Drug abuse and HIV have increasingly crippled an idyllic poor countryside area in central Vietnam for years, turning many of its industrious residents into mere addicts and casting a pall of sorrow and anxiety onto local life.
Uneducated and jobless, young people in different villages in Tien Canh Commune of Quang Nam Province gravitated to gold mines to make money as laborers many years ago but many ended up addicted to drugs or lying as moribund HIV sufferers.
One of them is N., who has been living the last days of his life in isolation from neighbors at his mother’s house after realizing he had been infected with the disease.
“These days he’s constantly coughing up blood,” the mother in her 60s sadly said.
“He vomited as soon as I fed him a spoon of rice porridge. I don’t know when he’s going to die.”
The widow said her son had got married before working hard in a gold mine and earning money for the family, but some time later he looked vastly different.
Pressing him for answers, his wife felt stunned to know that he was using drugs, which at the time were consumed by only a few households in their greenery-covered village in Tien Canh, the mother recalled.
The women rested assured that he would wean himself off drugs, something they believed to be like cigarettes, so they let him resume the job in the gold mine.
But one night in 2009, the man, gaunt and haggard, suddenly kneeled down before the mother and hugged her leg in an act of teary confession.
“He told me to just think him already dead because he had got HIV. He’s crying, so was I. That’s the only thing we could do then,” the mother recollected.

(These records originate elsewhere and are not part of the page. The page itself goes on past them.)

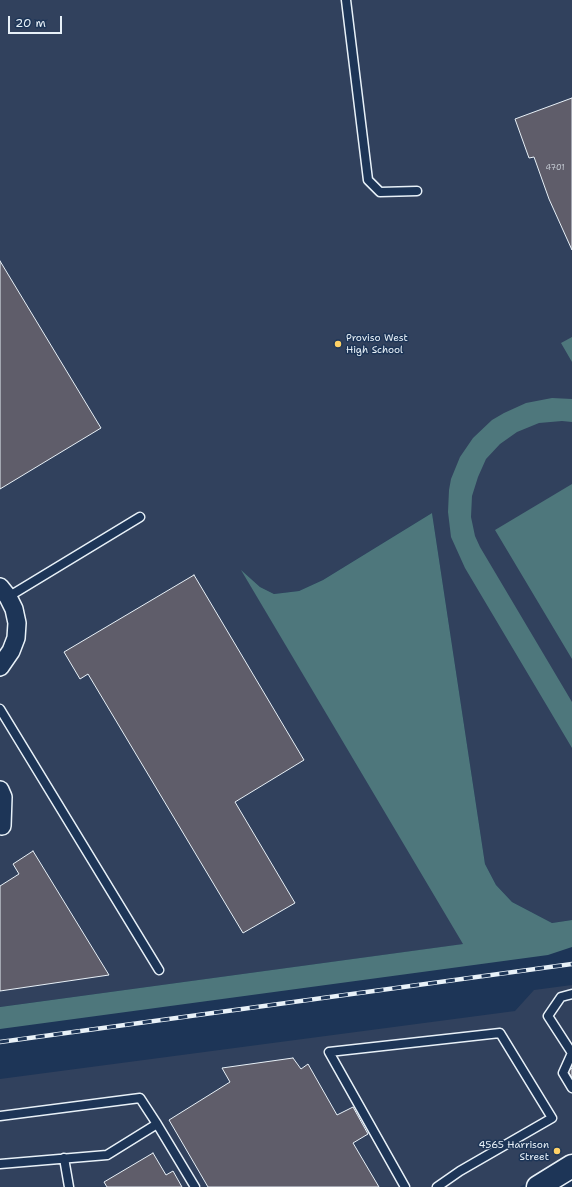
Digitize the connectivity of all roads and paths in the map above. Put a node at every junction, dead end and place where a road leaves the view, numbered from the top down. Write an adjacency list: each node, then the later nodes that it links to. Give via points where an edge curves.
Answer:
1 (346, 0): 2 (lane, via 368,180 380,192)
2 (417, 191)
3 (140, 517): 4 (lane)
4 (4, 592): 5 (street, via 14,609 17,623 16,638 11,652)
5 (0, 667)
6 (0, 709): 9 (lane)
7 (0, 790): 8 (street, via 3,797)
8 (1, 827)
9 (159, 970)
10 (572, 994): 11 (lane, via 561,997 548,1016 572,1053 563,1072)
11 (572, 1088)
12 (0, 1116): 13 (lane, via 140,1098)
13 (157, 1124): 14 (lane, via 107,1155); 19 (lane)
14 (64, 1158): 15 (lane); 18 (lane)
15 (0, 1164)
16 (572, 1166): 17 (main road)
17 (548, 1184)
18 (69, 1187)
19 (195, 1187)
20 (405, 1187): 21 (lane, via 328,1052 500,1033 552,1118)
21 (437, 1187)

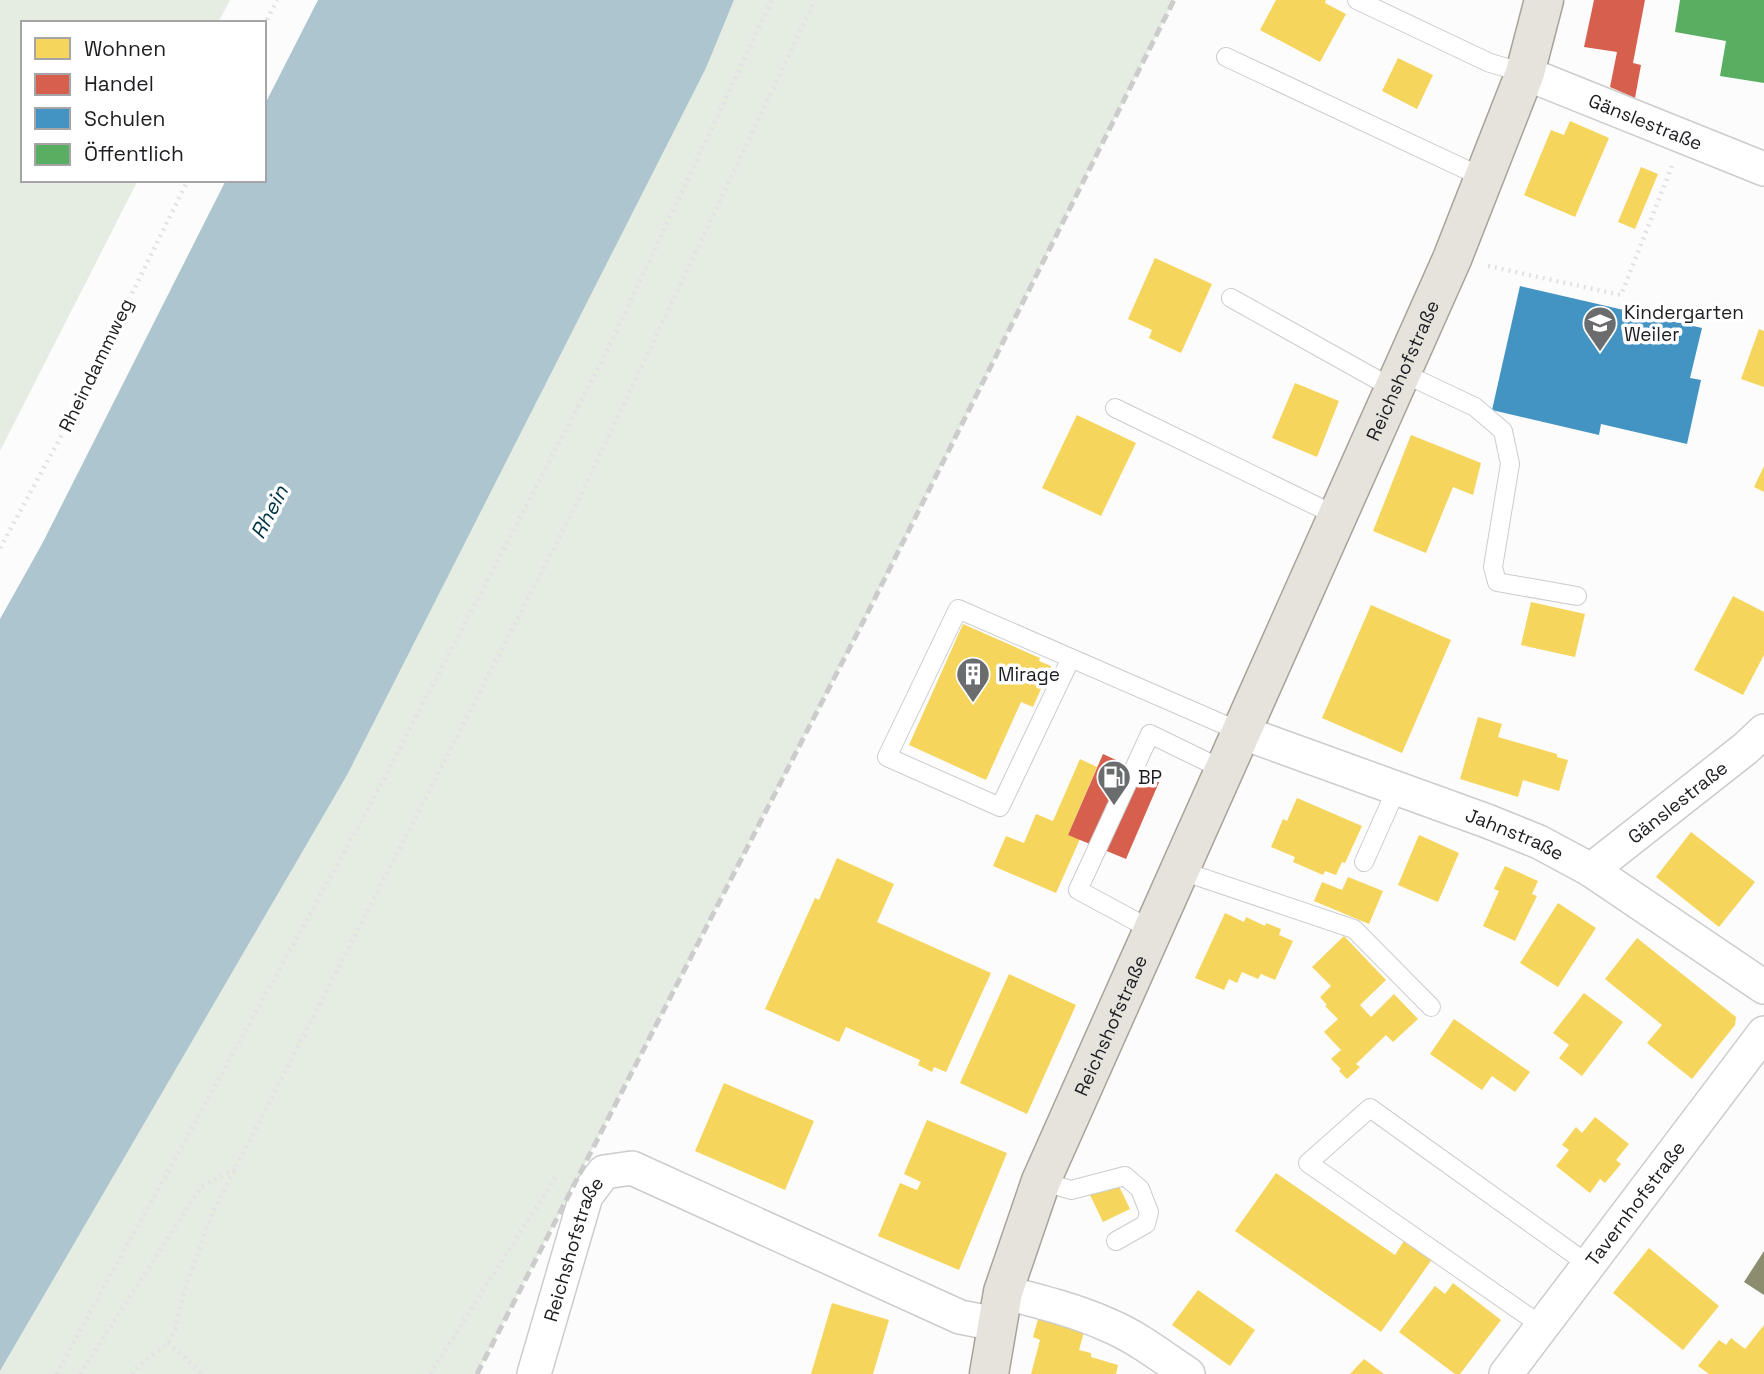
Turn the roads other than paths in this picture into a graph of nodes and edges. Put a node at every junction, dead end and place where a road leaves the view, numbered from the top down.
1 (1357, 0) edge
2 (1544, 0) edge
3 (1226, 57) dead end
4 (1525, 73) junction
5 (1764, 169) edge
6 (1484, 178) junction
7 (1231, 298) dead end
8 (1398, 381) junction
9 (1115, 408) dead end
10 (1337, 516) junction
11 (1577, 596) dead end
12 (1071, 659) junction
13 (1764, 731) edge
14 (1241, 732) junction
15 (1224, 770) junction
16 (1397, 788) junction
17 (1364, 862) dead end
18 (1179, 870) junction
19 (1591, 870) junction
20 (1153, 930) junction
21 (1764, 987) edge
22 (1431, 1007) dead end
23 (1764, 1033) edge
24 (1041, 1181) junction
25 (1116, 1241) dead end
26 (1589, 1265) junction
27 (1000, 1308) junction
28 (1542, 1326) junction
29 (534, 1374) edge
30 (989, 1374) edge
31 (1188, 1374) edge
32 (1506, 1374) edge

1 - 4 lane
2 - 4 main road, Reichshofstraße
3 - 6 lane
4 - 5 street, Gänslestraße
4 - 6 main road, Reichshofstraße
6 - 8 main road, Reichshofstraße
7 - 8 lane
8 - 10 main road, Reichshofstraße
8 - 11 lane
9 - 10 lane
10 - 14 main road, Reichshofstraße
12 - 12 lane
12 - 14 lane
13 - 19 street, Gänslestraße
14 - 15 main road, Reichshofstraße
14 - 16 street, Jahnstraße
15 - 18 main road, Reichshofstraße
15 - 20 lane
16 - 17 lane
16 - 19 street, Jahnstraße
18 - 20 main road, Reichshofstraße
18 - 22 lane
19 - 21 street, Jahnstraße
20 - 24 main road, Reichshofstraße
23 - 26 street, Tavernhofstraße
24 - 25 lane
24 - 27 main road, Reichshofstraße
26 - 28 street, Tavernhofstraße
26 - 28 lane
27 - 29 street, Reichshofstraße
27 - 30 main road, Reichshofstraße
27 - 31 street
28 - 32 street, Tavernhofstraße

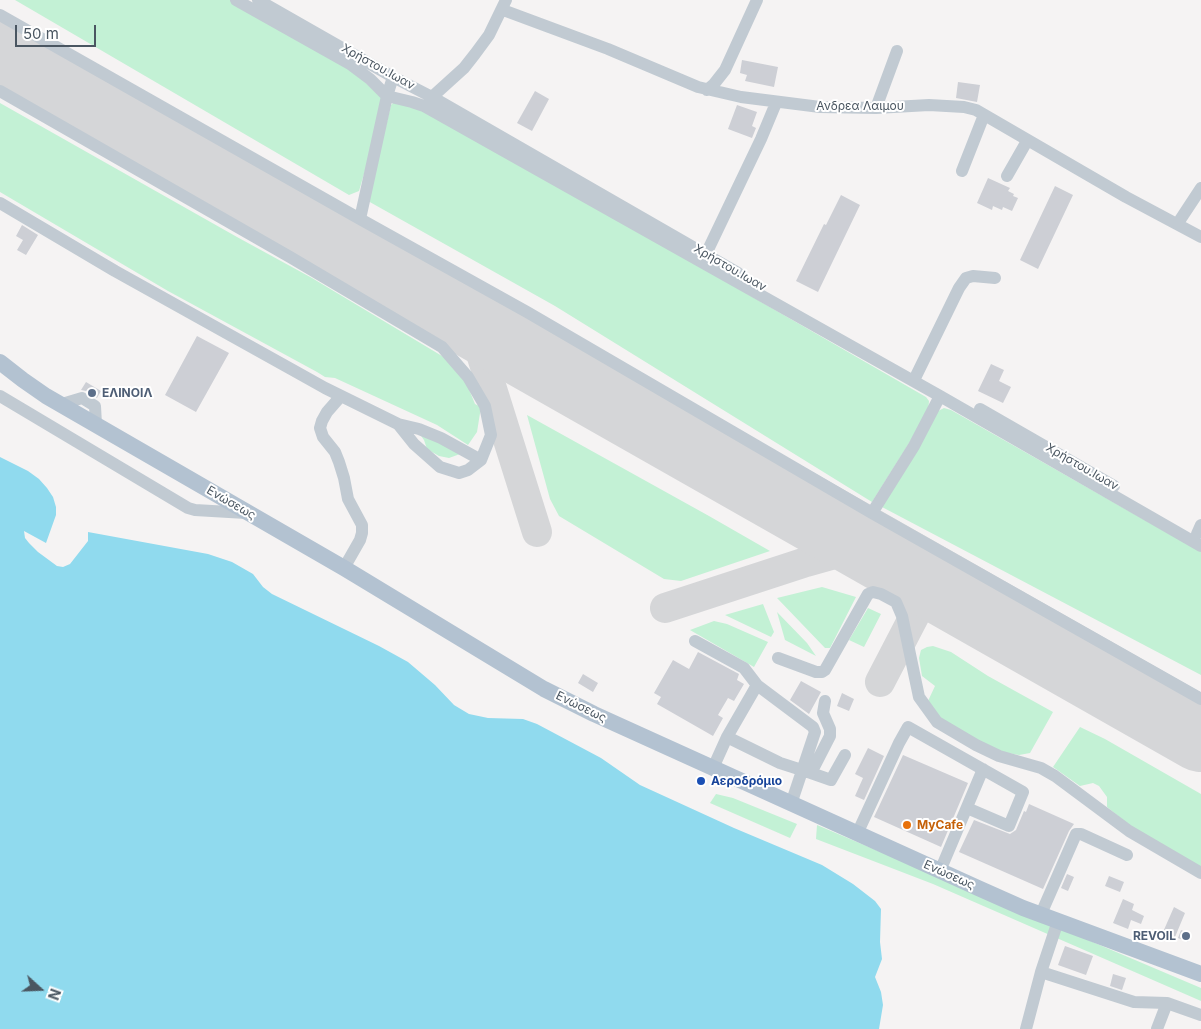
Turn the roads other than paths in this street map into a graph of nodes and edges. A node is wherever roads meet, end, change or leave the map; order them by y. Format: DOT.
graph roads {
  1 [pos="236,0"];
  2 [pos="258,0"];
  3 [pos="757,0"];
  4 [pos="504,5"];
  5 [pos="0,15"];
  6 [pos="897,51"];
  7 [pos="393,77"];
  8 [pos="706,90"];
  9 [pos="0,91"];
  10 [pos="387,96"];
  11 [pos="432,97"];
  12 [pos="776,103"];
  13 [pos="876,108"];
  14 [pos="984,115"];
  15 [pos="1027,141"];
  16 [pos="962,171"];
  17 [pos="1007,176"];
  18 [pos="1201,188"];
  19 [pos="0,203"];
  20 [pos="360,219"];
  21 [pos="1178,223"];
  22 [pos="1201,237"];
  23 [pos="706,254"];
  24 [pos="995,278"];
  25 [pos="0,362"];
  26 [pos="916,376"];
  27 [pos="0,396"];
  28 [pos="341,396"];
  29 [pos="940,396"];
  30 [pos="398,424"];
  31 [pos="480,460"];
  32 [pos="248,513"];
  33 [pos="872,513"];
  34 [pos="1200,535"];
  35 [pos="344,568"];
  36 [pos="695,641"];
  37 [pos="778,658"];
  38 [pos="757,685"];
  39 [pos="1201,699"];
  40 [pos="824,700"];
  41 [pos="727,738"];
  42 [pos="845,755"];
  43 [pos="713,768"];
  44 [pos="983,769"];
  45 [pos="807,772"];
  46 [pos="791,804"];
  47 [pos="967,808"];
  48 [pos="857,834"];
  49 [pos="1127,855"];
  50 [pos="940,871"];
  51 [pos="1201,872"];
  52 [pos="1041,914"];
  53 [pos="1058,921"];
  54 [pos="1041,972"];
  55 [pos="1201,974"];
  56 [pos="1167,1003"];
  57 [pos="1201,1015"];
  58 [pos="1026,1029"];
  59 [pos="1157,1029"];
  1 -- 10 [label="street"];
  2 -- 7 [label="street, Χρήστου.Ιωαν"];
  3 -- 8 [label="street"];
  4 -- 8 [label="street, Ανδρεα Λαιμου"];
  4 -- 11 [label="street"];
  5 -- 20 [label="street"];
  6 -- 13 [label="street"];
  7 -- 10 [label="street"];
  7 -- 11 [label="street, Χρήστου.Ιωαν"];
  8 -- 12 [label="street, Ανδρεα Λαιμου"];
  9 -- 31 [label="street"];
  10 -- 20 [label="street"];
  10 -- 29 [label="street"];
  11 -- 23 [label="street, Χρήστου.Ιωαν"];
  12 -- 13 [label="street, Ανδρεα Λαιμου"];
  12 -- 23 [label="street"];
  13 -- 14 [label="street, Ανδρεα Λαιμου"];
  14 -- 15 [label="street, Ανδρεα Λαιμου"];
  14 -- 16 [label="street"];
  15 -- 17 [label="street"];
  15 -- 21 [label="street, Ανδρεα Λαιμου"];
  18 -- 21 [label="street"];
  19 -- 28 [label="street"];
  20 -- 33 [label="street"];
  21 -- 22 [label="street, Ανδρεα Λαιμου"];
  23 -- 26 [label="street, Χρήστου.Ιωαν"];
  24 -- 26 [label="street"];
  25 -- 32 [label="main road, Ενώσεως"];
  26 -- 34 [label="street, Χρήστου.Ιωαν"];
  27 -- 32 [label="street"];
  28 -- 30 [label="street"];
  28 -- 35 [label="street"];
  29 -- 33 [label="street"];
  29 -- 34 [label="street"];
  30 -- 31 [label="street"];
  30 -- 31 [label="street"];
  32 -- 35 [label="main road, Ενώσεως"];
  33 -- 39 [label="street"];
  35 -- 43 [label="main road, Ενώσεως"];
  36 -- 38 [label="street"];
  37 -- 51 [label="street"];
  38 -- 41 [label="street"];
  38 -- 45 [label="street"];
  40 -- 45 [label="street"];
  41 -- 43 [label="street"];
  41 -- 45 [label="street"];
  42 -- 45 [label="street"];
  43 -- 46 [label="main road, Ενώσεως"];
  44 -- 47 [label="street"];
  44 -- 47 [label="street"];
  44 -- 48 [label="street"];
  45 -- 46 [label="street"];
  46 -- 48 [label="main road, Ενώσεως"];
  47 -- 50 [label="street"];
  48 -- 50 [label="main road, Ενώσεως"];
  49 -- 52 [label="street"];
  50 -- 52 [label="main road, Ενώσεως"];
  52 -- 53 [label="main road, Ενώσεως"];
  53 -- 54 [label="street"];
  53 -- 55 [label="main road, Ενώσεως"];
  54 -- 56 [label="street"];
  54 -- 58 [label="street"];
  56 -- 57 [label="street"];
  56 -- 59 [label="street"];
}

Two years later, the son was involved in drug trading and imprisoned but released home due to severely ill health.
His wife left the house, leaving the mother single-handedly raising his two children since.
To Tien Canh residents, night tranquility is associated with fear.
Tran Van Huu, a local official, said at twilight many families have to close the gate and protect their house with several locked doors at the same entrance against would-be burglars who are amongst wandering drug addicts.
Adults have to hurriedly return home and children are kept inside after sundown, Huu said.
Stealing has been rampant in this rural area, the official underlined, as many of its enclosures for cattle and poultry are now empty.
Huu said in his village alone, 27 drug addicts have been reported, amongst whom were the husband, wife and children in the same family.
The households thrived financially thanks to working in a gold mine and were able to purchase a car but only the following year they went from riches to rags as all was sold for buying drugs.
He estimated the 27 addicts spend around VND3 billion (US$129,000) annually, with their daily sum of VND300,000 ($13) on drugs.
Le Truong Hien, chairman of the Tien Canh administration, said the drug issue is thorny and chronic.
The administration in Quang Nam has stepped up to the plate but failed to solve the problem once and for all because new addicts simply appear while long-time ones remain, Hien clarified.
“It’s impossible to end the drug scourge completely in Tien Canh. It can be contained only,” Nguyen Van Dang, the commune’s police chief, said.
The commune has become a drug hotspot that is receiving close attention from the entire provincial government, said Nguyen Van Cu, leader of a local district police department.
The ill started between 2001 and 2002, when people across Vietnam rushed to local mountainous gold mines as manual workers and were given drugs by employers as a stimulant for greater productiveness.